A popular opposition social media activist arrested on a charge of “spreading hatred” against the security forces was released from custody on Wednesday after the high court overturned his third detention order.
Shammoon ‘Lucas’ Jaleel was arrested on June 29 over a tweet in which he likened police officers to a streak of tigers. The 27-year-old spent one month and seven days at the police detention centre on the island of Dhoonidhoo.
Despite overturning the criminal court’s third order to hold Lucas in remand detention, a three-judge panel at the high court imposed four conditions for his release, which will be applicable until charges are dropped or he is sentenced after a trial.
Lucas is prohibited from carrying out or participating in any activity that hinders law enforcement officers, impugning the honour and reputation of such institutions, and leaving the country without permission.
He must also cooperate with the police if they wish to search his home and present electronic communication devices upon request.
After his release, Lucas told the Maldives Independent that he was happy and encouraged by the high court’s decision.
He also vowed to continue his activism.
“I have always, and will continue to advocate for freedom of speech and opinion, for justice, democracy and good governance,” he said.
“I am so grateful to see the flood of support I received when I was inside.
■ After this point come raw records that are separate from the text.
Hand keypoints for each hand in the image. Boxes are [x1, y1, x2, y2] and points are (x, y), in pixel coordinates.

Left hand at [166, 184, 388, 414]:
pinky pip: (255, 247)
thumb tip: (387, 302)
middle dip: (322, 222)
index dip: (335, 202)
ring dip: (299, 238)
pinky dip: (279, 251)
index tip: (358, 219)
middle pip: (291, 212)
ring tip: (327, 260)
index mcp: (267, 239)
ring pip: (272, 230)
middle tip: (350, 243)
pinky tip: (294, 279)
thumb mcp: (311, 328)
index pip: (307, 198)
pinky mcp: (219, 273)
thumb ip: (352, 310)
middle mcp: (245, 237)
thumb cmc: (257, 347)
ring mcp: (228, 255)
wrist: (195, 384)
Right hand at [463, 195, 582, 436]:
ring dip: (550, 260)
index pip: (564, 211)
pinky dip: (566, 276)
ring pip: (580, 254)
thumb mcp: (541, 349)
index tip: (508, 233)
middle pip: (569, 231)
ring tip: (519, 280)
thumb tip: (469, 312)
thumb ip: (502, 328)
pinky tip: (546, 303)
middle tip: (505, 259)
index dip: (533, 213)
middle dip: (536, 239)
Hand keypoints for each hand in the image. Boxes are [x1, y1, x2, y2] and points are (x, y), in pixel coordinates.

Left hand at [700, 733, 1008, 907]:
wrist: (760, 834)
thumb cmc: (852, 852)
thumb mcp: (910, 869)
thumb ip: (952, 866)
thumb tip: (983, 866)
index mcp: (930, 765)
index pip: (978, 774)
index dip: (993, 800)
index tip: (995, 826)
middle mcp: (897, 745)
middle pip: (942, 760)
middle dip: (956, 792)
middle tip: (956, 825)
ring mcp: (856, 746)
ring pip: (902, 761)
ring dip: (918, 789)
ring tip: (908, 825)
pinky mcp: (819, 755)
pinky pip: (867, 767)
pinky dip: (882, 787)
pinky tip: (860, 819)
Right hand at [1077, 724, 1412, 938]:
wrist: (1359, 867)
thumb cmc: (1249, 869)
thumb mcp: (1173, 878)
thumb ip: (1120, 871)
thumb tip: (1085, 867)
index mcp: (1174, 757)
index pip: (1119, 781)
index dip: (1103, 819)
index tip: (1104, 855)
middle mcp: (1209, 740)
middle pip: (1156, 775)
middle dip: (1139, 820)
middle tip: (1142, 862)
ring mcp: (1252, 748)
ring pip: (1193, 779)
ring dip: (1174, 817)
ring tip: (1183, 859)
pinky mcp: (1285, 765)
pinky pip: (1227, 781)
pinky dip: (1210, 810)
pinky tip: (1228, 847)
I am at a loss for words, I don’t know how to thank everyone.”
Lucas’s offending tweet was posted with a photo of a dozen police officers confiscating tables at a tea party organised by the opposition alongside the photo of a streak of tigers playing in the snow.
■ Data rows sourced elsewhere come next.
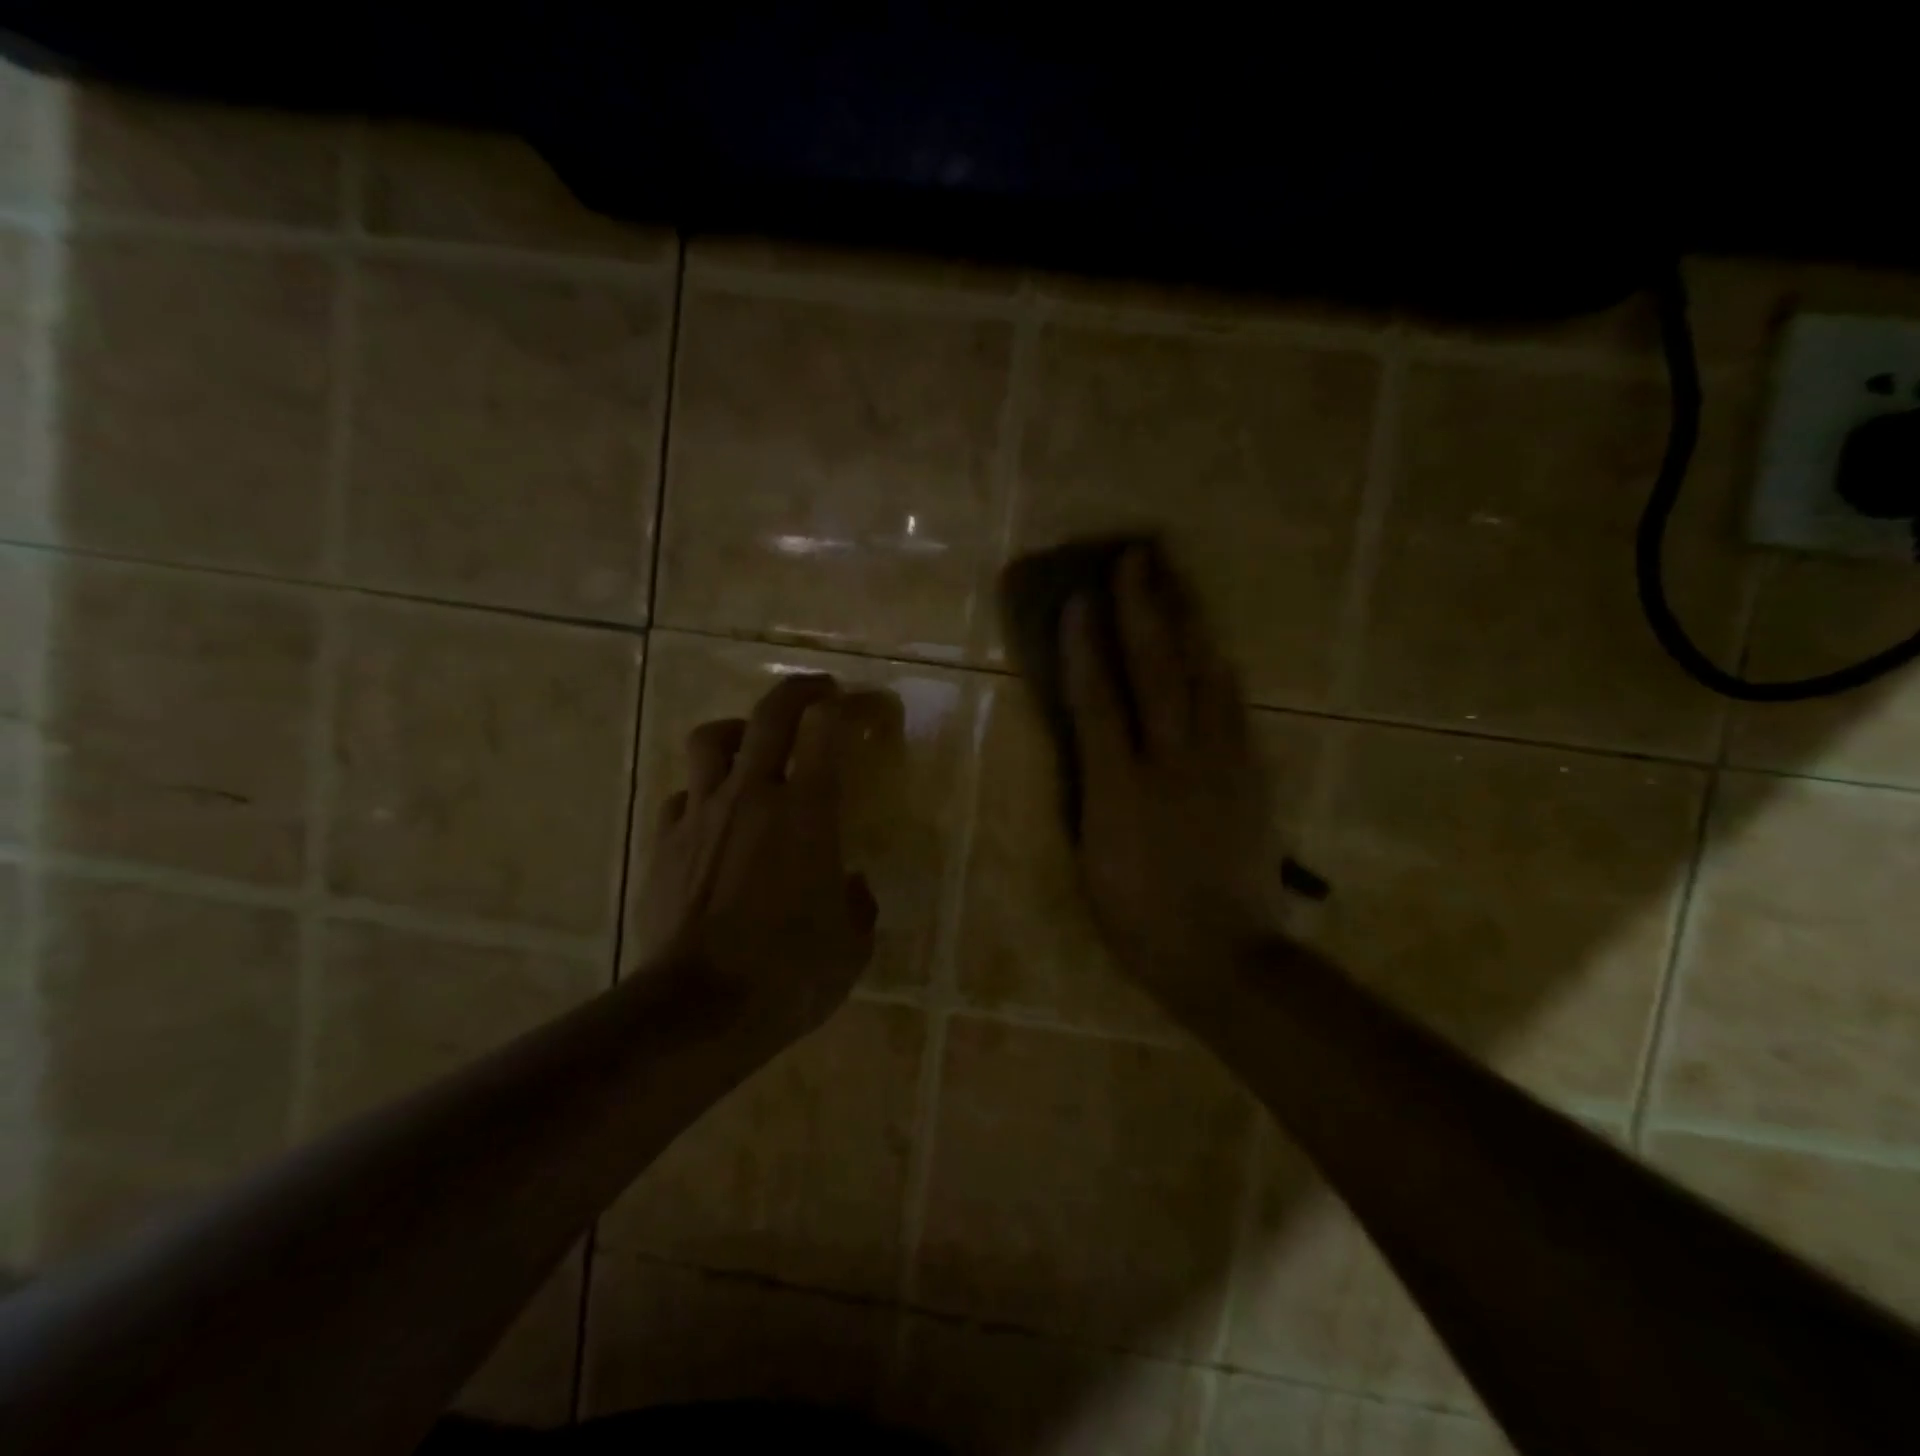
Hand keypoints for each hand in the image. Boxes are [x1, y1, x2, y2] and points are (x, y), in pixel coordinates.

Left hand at [633, 674, 878, 1046]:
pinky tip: (714, 818)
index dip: (853, 707)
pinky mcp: (665, 842)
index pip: (828, 728)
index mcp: (807, 811)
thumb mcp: (851, 945)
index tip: (870, 707)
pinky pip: (683, 795)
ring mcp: (702, 814)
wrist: (697, 1010)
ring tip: (754, 746)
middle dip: (800, 692)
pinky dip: (704, 792)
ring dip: (740, 731)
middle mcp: (752, 796)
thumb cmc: (789, 975)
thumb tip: (849, 886)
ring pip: (712, 739)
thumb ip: (857, 904)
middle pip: (770, 714)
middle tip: (820, 693)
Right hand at [1062, 548, 1281, 1002]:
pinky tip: (1213, 646)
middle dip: (1141, 608)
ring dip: (1187, 622)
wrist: (1226, 957)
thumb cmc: (1139, 920)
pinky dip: (1218, 669)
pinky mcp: (1251, 775)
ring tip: (1177, 579)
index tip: (1077, 601)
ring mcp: (1220, 764)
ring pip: (1204, 676)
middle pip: (1156, 670)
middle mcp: (1172, 762)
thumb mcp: (1090, 862)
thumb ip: (1089, 794)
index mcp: (1120, 789)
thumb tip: (1090, 746)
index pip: (1097, 701)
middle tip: (1135, 557)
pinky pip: (1234, 707)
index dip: (1084, 647)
“Some animals were sent to earth in the shape of humans,” he wrote.
An active member of the main opposition Maldivian Democratic Party’s youth wing and an outspoken critic of President Abdulla Yameen, Lucas has over 15,000 followers on Twitter.
Before his arrest, Lucas live-tweeted heavy-handed police crackdowns on the opposition’s weekly prayer gathering and the tea party.
He was arrested days before the ruling party-dominated parliament approved a new law re-criminalising defamation as well as content and speech that threaten national security, breach social norms and Islamic tenets.
The police obtained an arrest warrant after submitting a secret police intelligence report. He was accused of conspiring with others and using social media to “foment unrest in society and incite hatred among the public towards the security forces.”
The warrant also authorised the police to confiscate his phone.
Two opposition MPs are also under investigation over tweets that police said encouraged violence against police officers, a claim they denied.